West Berkshire Council is taking remedial action after the Information Commissioner’s Office found it in breach of the Data Protection Act following the loss of a USB stick containing the sensitive personal information of children and young people.
The memory stick was unencrypted and not password protected. Its contents included information relating to the ethnicity and physical or mental health of the children. The ICO found that unencrypted devices, in operation before the council introduced encrypted memory sticks in 2006, were still being used by members of staff. Although the data controller had provided encrypted USB sticks since 2006, it had never previously required the return of unencrypted devices.
Further enquiries revealed staff had not received appropriate training in data protection issues and monitoring of compliance with the council’s policies was found to be inadequate. This is the second data security incident reported by West Berkshire Council within six months.
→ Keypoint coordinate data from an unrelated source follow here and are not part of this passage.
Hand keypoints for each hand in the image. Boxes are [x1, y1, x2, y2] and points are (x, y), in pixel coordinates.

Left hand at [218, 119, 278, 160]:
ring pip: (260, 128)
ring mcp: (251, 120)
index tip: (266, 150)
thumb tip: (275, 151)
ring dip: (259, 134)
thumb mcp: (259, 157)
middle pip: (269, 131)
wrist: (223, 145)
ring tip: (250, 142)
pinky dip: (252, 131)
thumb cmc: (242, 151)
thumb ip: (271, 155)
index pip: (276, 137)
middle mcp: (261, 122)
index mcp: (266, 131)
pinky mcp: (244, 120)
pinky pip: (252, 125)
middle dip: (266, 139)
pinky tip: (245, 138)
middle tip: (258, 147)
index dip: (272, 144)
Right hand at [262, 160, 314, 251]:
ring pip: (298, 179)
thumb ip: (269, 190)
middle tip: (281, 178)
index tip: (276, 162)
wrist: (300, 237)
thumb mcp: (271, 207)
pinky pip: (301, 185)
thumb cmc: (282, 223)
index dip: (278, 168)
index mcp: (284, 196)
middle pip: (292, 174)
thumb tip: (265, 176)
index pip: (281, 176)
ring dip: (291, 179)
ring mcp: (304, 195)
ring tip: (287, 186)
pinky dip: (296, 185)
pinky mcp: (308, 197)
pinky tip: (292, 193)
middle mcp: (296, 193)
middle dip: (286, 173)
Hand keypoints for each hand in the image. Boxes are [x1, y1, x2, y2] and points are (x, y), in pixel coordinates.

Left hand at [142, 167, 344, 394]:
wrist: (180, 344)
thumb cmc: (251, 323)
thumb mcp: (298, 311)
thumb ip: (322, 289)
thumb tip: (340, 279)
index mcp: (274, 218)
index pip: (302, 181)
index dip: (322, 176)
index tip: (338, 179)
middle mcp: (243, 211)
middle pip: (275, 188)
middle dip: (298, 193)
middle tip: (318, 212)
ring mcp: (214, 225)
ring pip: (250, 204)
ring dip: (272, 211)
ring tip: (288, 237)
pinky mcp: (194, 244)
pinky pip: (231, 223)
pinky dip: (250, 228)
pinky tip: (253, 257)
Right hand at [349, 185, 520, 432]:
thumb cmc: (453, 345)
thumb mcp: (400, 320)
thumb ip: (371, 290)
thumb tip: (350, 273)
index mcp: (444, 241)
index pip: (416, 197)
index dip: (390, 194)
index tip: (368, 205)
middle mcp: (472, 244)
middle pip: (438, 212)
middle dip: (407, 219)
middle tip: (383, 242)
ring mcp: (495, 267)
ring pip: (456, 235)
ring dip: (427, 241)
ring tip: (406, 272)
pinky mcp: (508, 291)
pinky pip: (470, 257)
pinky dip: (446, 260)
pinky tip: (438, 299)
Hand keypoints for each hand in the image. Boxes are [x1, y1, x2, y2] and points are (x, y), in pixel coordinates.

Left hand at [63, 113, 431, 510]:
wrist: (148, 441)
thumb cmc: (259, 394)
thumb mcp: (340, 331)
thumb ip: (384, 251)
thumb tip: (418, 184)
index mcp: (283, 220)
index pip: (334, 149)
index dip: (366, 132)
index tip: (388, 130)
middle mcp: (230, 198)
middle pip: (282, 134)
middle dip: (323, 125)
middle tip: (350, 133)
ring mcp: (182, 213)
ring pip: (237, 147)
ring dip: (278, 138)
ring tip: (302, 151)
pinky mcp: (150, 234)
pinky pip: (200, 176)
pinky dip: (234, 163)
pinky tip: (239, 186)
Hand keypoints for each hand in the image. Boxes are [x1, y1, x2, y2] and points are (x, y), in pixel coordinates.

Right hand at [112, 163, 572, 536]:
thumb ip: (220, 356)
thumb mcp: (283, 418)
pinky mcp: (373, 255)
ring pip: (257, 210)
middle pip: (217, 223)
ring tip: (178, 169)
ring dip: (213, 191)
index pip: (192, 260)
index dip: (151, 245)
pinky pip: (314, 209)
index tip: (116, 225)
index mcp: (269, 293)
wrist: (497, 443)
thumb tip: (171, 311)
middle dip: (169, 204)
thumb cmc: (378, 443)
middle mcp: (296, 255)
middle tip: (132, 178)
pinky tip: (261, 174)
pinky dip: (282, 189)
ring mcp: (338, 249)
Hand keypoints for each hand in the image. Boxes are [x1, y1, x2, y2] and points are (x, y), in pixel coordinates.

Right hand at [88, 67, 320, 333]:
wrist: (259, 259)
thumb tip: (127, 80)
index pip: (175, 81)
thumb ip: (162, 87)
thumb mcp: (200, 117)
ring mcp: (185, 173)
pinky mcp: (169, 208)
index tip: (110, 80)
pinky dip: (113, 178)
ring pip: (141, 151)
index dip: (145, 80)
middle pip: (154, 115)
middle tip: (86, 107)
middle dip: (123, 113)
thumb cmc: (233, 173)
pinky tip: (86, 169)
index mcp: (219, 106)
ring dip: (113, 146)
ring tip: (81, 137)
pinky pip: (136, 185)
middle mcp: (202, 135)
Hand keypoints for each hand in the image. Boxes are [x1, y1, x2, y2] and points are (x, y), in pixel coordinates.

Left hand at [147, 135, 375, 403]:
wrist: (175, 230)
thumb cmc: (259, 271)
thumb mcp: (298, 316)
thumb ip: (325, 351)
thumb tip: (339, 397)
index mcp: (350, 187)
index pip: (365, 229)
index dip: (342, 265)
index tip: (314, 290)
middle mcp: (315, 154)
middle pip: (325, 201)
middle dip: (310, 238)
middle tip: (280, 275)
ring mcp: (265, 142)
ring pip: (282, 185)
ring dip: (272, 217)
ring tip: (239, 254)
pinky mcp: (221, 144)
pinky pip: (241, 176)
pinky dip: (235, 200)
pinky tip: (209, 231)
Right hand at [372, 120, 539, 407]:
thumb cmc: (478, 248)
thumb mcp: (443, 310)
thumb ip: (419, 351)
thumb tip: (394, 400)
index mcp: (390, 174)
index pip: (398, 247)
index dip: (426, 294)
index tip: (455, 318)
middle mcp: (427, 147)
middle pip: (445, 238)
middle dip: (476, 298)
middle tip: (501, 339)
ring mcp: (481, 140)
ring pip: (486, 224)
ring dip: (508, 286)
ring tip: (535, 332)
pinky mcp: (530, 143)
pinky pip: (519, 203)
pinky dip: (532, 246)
Nick Carter, Chief Executive of West Berkshire Council, has now signed a formal Undertaking to ensure that portable and mobile devices used to store and transmit personal data are encrypted. Staff will also be made fully aware of the council’s policy for the storage of personal data and receive appropriate training on data protection and IT security issues.
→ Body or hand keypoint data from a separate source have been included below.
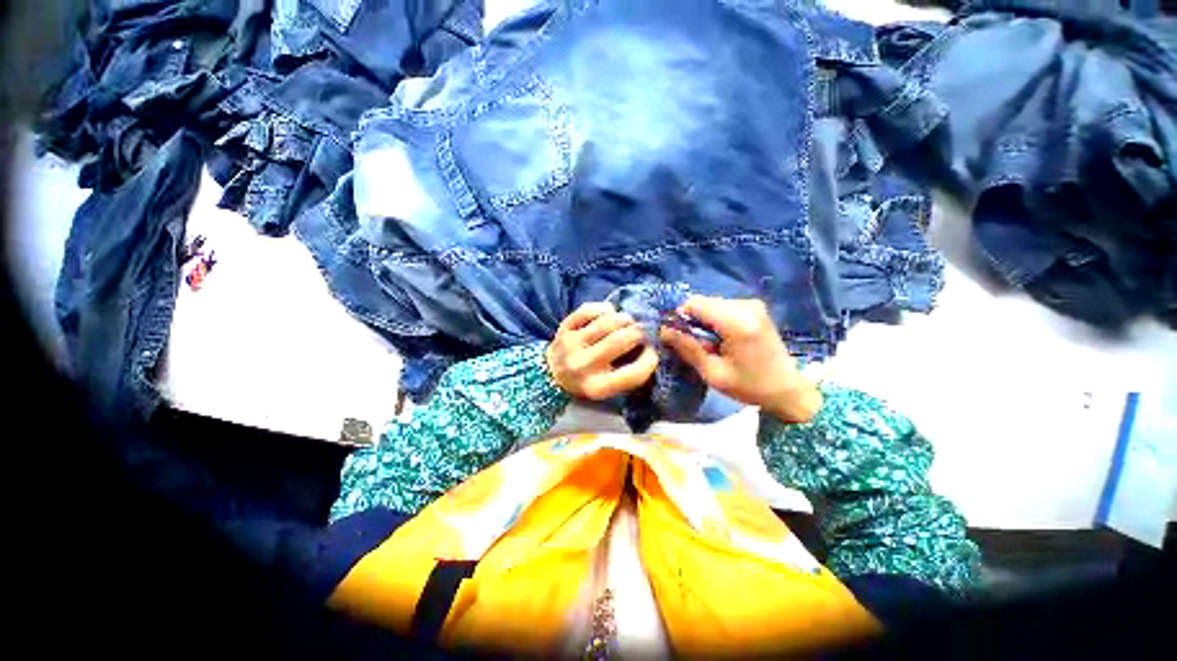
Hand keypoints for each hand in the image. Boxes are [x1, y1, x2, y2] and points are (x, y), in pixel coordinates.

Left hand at [546, 302, 658, 400]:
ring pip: (607, 322)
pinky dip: (604, 309)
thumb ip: (627, 372)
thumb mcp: (607, 387)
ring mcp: (571, 344)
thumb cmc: (587, 380)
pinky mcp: (564, 328)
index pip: (634, 374)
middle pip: (621, 340)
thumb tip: (650, 346)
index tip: (651, 351)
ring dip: (624, 318)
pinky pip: (589, 310)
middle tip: (641, 330)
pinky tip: (608, 313)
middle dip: (638, 332)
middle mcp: (583, 366)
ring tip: (627, 321)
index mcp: (597, 387)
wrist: (551, 373)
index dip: (650, 360)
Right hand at [660, 296, 820, 422]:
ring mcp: (753, 304)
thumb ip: (687, 348)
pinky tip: (721, 338)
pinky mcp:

The essential terms of the undertaking are as follows:
The data controller shall, as from the date of this Undertaking and for so long as similar standards are required by the Act or other successor legislation, ensure that personal data are processed in accordance with the Seventh Data Protection Principle in Part I of Schedule 1 to the Act, and in particular that:
(1) Portable and mobile devices including laptops and other portable media used to store and transmit personal data, the loss of which could cause damage or distress to individuals, are encrypted using encryption software which meets the current standard or equivalent;
(2) Staff are aware of the data controller’s policy for the storage and use of personal data and are appropriately trained how to follow that policy;
(3) Compliance with the data controller’s policies on data protection and IT security issues is appropriately and regularly monitored;
(4) The data controller shall implement such other security measures as it deems appropriate to ensure that personal data is protected against unauthorised and unlawful processing, accidental loss, destruction, and/or damage.